There is no question that this Government and this Chief Minister have been quite out of order in not resolving that situation before now. To leave the Auditor-General in the position, as he points out, of being totally dependent on the whim of members of this Government as to whether he has tenure or whether he has not is totally unacceptable.

Ms Follett: I have done the same thing you did, Trevor.

MR KAINE: You did nothing of the kind.

Ms Follett: I did.

MR KAINE: You did nothing of the kind. The Auditor-General, under the Alliance Government, was given a temporary 12-month tenure appointment and the reasons why it was a temporary 12-month appointment are explained in his own report. All that was required, if you had some doubt about whether you wanted to give him a tenured appointment or not, was for you to give him another 12-month or six-month or three-month tenured appointment - not to put out a day-to-day commitment where you, as Chief Minister, can withdraw his warrant as Auditor-General at any time it suits you, at any time he upsets you, at any time he says anything that you find unacceptable.

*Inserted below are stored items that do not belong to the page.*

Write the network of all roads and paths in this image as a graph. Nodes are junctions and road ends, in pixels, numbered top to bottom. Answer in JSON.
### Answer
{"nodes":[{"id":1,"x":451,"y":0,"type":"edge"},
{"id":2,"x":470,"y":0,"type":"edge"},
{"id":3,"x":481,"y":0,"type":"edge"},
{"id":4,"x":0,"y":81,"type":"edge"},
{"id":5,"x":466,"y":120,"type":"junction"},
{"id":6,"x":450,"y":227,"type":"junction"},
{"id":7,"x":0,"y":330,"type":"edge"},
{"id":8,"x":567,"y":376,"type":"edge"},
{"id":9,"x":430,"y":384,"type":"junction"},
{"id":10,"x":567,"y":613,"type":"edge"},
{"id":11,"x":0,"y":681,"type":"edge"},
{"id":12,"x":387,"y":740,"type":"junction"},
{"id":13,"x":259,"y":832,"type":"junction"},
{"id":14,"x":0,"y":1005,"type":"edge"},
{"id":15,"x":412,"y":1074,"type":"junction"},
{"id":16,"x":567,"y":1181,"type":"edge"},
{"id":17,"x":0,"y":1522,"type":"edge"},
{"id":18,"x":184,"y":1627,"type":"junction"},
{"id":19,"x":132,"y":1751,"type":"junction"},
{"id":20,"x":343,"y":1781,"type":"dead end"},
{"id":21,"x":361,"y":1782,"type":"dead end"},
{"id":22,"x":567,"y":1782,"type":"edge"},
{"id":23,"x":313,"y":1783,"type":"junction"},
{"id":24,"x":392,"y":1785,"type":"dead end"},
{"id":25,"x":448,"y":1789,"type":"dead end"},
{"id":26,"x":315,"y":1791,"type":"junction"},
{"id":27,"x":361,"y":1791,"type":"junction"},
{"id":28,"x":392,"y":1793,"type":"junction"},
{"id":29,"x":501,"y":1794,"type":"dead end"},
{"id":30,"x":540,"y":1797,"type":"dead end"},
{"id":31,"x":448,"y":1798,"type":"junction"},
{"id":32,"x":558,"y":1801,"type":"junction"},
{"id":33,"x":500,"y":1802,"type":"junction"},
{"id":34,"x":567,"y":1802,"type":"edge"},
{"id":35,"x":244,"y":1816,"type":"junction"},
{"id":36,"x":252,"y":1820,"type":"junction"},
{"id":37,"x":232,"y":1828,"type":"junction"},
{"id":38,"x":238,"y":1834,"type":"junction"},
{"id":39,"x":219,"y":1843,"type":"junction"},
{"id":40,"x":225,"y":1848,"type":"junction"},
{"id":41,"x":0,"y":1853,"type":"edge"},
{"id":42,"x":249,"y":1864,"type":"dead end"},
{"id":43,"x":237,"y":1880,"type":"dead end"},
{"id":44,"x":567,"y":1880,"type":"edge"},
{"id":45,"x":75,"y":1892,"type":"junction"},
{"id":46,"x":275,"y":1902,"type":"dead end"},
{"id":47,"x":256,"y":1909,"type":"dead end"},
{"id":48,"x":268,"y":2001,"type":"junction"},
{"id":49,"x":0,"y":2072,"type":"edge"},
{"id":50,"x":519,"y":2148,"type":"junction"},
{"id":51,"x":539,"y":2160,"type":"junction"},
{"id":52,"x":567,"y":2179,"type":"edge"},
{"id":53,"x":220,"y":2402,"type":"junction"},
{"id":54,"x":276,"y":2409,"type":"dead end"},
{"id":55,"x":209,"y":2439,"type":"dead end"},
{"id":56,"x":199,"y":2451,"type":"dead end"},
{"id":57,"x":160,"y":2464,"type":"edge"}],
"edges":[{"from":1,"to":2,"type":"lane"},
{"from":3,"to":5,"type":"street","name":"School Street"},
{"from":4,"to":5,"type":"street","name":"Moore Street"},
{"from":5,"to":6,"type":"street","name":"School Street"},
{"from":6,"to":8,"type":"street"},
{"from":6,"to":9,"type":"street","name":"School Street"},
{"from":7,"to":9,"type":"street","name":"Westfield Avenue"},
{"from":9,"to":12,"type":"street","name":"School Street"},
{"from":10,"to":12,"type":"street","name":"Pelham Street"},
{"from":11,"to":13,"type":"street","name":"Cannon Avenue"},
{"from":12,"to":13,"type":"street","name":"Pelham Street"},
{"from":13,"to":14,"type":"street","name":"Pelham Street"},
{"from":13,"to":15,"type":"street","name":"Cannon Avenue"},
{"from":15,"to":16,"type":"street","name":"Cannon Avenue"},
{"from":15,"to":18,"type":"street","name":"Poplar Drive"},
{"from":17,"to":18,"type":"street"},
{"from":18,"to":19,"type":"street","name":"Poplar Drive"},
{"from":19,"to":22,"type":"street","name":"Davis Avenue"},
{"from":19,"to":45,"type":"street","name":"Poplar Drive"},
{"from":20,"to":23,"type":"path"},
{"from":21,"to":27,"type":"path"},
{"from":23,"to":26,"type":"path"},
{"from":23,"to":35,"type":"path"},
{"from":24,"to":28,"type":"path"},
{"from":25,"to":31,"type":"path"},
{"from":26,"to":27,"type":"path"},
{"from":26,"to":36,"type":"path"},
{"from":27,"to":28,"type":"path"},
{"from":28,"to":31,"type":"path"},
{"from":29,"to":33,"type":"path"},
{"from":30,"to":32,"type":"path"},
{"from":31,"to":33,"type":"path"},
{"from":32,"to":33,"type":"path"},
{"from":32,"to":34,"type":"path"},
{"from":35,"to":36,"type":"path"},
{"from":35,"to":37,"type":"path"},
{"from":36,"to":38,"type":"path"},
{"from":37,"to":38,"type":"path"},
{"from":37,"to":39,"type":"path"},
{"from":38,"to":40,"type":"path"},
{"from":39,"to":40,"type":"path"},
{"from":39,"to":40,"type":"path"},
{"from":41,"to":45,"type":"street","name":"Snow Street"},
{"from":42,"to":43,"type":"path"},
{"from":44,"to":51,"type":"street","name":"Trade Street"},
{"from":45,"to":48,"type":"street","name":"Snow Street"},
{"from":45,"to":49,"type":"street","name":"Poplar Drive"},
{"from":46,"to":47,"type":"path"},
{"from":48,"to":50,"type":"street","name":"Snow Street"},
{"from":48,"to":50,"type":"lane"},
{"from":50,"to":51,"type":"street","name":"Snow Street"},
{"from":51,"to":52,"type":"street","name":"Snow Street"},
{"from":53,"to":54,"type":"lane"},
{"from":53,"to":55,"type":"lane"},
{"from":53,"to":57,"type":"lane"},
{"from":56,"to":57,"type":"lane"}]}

That seems to be the terms under which he is currently appointed.

It is totally unacceptable. It would be unacceptable in any environment. It is totally unacceptable where the Auditor-General has a duty and a responsibility not to you but to this Assembly. For you to give him an appointment which is so tenuous and which rests entirely on your whim as to whether his tenure continues or not is totally unacceptable in any circumstances. You have the opinion of a number of other auditors-general throughout Australia as to what they think of it. Their opinion is a proper professional view.